Go through the material and pull out every line with the string "Leuschnerstraße" in it.

(PROVIDED DATA)

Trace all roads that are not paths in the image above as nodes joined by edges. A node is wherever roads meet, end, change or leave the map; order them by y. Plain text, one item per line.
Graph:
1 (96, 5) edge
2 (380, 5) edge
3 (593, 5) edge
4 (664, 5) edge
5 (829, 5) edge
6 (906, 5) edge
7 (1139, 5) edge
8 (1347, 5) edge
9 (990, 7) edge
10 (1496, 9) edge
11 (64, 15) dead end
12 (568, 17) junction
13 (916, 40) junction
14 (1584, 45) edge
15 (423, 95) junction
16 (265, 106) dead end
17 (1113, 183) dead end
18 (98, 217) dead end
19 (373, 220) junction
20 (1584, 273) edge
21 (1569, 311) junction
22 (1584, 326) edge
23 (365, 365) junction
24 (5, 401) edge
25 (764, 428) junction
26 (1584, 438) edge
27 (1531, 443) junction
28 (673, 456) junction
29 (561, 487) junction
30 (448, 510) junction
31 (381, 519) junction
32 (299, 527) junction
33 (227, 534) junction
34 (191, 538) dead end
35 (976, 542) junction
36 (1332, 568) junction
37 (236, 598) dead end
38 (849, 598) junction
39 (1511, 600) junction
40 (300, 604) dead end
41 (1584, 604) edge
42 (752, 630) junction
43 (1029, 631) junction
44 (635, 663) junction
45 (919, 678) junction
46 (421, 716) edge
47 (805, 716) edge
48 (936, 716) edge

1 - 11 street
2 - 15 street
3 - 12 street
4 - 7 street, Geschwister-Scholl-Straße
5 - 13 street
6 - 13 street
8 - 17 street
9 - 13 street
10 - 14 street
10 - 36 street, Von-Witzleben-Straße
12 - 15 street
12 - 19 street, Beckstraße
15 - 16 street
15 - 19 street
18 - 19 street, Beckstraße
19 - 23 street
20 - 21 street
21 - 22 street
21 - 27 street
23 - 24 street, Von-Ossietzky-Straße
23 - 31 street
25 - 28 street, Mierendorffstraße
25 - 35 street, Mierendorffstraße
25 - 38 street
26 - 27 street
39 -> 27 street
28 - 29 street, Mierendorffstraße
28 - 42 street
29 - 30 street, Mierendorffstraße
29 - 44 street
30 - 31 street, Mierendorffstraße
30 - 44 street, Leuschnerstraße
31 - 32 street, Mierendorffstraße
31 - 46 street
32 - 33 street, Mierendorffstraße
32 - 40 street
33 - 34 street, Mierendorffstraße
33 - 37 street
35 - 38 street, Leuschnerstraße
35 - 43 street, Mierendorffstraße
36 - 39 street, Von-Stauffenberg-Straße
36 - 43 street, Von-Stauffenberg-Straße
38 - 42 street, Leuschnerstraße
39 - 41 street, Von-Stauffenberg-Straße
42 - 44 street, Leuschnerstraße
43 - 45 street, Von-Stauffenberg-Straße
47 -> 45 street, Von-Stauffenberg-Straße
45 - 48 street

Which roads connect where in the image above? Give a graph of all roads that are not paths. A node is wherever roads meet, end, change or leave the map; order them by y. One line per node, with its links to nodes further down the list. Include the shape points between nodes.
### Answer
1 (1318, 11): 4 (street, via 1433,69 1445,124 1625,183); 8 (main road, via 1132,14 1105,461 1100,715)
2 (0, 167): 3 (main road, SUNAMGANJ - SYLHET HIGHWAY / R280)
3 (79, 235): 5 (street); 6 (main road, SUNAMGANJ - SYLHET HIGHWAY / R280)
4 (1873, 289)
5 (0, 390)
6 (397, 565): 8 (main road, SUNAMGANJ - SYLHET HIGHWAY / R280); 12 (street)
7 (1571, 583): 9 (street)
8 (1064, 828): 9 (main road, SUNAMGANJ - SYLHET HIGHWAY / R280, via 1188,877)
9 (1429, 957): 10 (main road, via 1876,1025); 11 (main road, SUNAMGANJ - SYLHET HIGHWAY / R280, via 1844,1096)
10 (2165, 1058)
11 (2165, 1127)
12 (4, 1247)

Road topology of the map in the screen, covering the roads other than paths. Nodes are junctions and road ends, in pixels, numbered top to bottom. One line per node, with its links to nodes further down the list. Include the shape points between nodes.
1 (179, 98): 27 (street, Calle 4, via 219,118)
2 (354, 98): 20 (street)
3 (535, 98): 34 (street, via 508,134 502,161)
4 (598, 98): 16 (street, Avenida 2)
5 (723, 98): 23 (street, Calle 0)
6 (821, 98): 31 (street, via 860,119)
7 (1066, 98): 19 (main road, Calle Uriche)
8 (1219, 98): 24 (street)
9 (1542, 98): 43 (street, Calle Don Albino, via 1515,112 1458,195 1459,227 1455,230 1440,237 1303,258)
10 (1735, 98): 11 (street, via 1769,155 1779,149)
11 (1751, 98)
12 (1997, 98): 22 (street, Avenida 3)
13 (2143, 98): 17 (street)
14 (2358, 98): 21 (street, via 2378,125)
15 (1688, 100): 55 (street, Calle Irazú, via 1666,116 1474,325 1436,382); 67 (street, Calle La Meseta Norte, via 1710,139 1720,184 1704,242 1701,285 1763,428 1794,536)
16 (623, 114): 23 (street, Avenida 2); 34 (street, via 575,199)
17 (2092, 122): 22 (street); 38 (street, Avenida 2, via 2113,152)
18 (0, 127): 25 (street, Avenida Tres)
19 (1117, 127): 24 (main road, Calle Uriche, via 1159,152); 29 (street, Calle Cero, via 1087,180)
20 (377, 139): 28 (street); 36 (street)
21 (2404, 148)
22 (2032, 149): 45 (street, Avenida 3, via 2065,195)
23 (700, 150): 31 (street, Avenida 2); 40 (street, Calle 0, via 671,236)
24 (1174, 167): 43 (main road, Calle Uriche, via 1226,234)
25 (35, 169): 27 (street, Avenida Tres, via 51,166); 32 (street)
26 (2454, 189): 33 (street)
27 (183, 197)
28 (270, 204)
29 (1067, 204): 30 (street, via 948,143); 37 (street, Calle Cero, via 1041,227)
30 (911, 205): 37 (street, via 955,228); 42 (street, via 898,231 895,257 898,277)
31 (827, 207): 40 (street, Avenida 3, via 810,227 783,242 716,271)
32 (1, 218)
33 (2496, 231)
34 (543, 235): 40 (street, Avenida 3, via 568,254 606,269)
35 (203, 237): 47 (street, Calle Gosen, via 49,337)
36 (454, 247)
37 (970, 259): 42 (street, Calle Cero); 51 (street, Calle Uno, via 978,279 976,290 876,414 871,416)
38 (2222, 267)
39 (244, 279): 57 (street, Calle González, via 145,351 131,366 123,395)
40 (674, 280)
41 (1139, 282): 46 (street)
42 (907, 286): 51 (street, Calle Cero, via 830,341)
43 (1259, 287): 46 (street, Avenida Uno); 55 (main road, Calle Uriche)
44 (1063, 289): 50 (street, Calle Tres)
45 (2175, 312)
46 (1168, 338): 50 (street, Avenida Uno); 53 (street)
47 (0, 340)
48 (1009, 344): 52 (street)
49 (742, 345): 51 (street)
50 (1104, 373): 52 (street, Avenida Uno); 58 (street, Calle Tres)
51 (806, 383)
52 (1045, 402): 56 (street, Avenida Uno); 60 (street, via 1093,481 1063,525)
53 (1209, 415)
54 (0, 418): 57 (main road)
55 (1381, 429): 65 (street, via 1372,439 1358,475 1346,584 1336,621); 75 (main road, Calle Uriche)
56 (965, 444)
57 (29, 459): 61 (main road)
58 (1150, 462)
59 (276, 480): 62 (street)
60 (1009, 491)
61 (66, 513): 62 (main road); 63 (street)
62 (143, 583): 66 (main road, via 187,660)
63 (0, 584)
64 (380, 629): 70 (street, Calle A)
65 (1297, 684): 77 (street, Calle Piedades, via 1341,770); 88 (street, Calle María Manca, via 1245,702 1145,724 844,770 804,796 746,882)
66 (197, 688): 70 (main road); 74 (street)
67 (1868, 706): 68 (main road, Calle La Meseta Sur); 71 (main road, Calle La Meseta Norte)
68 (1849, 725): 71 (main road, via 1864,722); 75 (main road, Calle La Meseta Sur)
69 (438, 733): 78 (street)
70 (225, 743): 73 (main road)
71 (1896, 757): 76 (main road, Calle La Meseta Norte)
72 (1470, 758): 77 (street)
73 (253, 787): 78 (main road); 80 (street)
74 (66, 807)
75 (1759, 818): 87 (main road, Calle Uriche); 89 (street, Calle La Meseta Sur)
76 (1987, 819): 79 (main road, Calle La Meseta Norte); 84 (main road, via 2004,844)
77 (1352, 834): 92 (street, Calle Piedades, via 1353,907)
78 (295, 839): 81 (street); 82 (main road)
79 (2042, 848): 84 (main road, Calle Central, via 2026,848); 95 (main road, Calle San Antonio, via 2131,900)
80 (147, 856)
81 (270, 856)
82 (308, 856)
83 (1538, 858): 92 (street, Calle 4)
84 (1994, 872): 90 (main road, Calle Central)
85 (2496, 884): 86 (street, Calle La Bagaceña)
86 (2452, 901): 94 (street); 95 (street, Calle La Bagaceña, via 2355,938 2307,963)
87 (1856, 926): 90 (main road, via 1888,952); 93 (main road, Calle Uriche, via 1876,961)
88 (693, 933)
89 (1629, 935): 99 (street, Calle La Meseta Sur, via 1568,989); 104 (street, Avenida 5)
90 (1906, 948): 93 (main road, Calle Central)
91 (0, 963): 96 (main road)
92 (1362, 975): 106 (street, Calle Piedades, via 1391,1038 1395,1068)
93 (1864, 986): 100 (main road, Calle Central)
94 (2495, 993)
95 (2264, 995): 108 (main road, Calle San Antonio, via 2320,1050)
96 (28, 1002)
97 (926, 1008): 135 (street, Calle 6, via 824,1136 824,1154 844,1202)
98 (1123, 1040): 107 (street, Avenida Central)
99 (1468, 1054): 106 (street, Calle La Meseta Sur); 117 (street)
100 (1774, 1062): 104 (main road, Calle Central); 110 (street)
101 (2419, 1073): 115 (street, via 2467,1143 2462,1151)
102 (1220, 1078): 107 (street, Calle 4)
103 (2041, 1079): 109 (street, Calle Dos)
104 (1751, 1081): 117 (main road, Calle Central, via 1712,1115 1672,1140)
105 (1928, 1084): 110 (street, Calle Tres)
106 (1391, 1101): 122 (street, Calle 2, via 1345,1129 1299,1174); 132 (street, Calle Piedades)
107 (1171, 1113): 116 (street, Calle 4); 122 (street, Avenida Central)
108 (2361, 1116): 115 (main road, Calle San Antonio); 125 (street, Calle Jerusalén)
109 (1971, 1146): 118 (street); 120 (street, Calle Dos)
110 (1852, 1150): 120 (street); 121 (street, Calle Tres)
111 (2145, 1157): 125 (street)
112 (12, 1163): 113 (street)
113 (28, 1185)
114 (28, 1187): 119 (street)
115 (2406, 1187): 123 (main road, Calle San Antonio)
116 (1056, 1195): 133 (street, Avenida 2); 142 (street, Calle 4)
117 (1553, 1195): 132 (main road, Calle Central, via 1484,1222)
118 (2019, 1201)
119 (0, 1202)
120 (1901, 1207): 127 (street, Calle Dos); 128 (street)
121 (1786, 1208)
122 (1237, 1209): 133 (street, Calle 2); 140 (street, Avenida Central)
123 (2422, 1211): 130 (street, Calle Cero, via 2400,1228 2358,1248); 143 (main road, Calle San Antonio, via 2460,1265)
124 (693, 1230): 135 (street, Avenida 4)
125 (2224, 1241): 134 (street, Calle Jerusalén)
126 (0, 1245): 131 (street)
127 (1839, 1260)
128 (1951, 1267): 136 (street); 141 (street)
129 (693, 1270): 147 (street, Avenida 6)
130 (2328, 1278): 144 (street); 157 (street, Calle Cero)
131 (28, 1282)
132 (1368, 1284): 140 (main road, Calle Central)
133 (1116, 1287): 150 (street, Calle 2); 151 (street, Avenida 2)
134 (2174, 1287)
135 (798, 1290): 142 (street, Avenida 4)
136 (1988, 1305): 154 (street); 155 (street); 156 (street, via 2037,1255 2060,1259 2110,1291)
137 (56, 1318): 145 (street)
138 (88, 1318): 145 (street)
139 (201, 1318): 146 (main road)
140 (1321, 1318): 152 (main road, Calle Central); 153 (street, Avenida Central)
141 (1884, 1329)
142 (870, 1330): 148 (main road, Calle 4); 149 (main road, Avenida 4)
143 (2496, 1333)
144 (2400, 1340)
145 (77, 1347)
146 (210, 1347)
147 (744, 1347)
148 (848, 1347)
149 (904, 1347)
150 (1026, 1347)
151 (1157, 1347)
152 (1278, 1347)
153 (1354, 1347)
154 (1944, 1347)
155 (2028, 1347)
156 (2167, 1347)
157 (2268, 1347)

(End PROVIDED DATA)

## WRITTEN RESPONSE
30 - 44 street, Leuschnerstraße
35 - 38 street, Leuschnerstraße
38 - 42 street, Leuschnerstraße
42 - 44 street, Leuschnerstraße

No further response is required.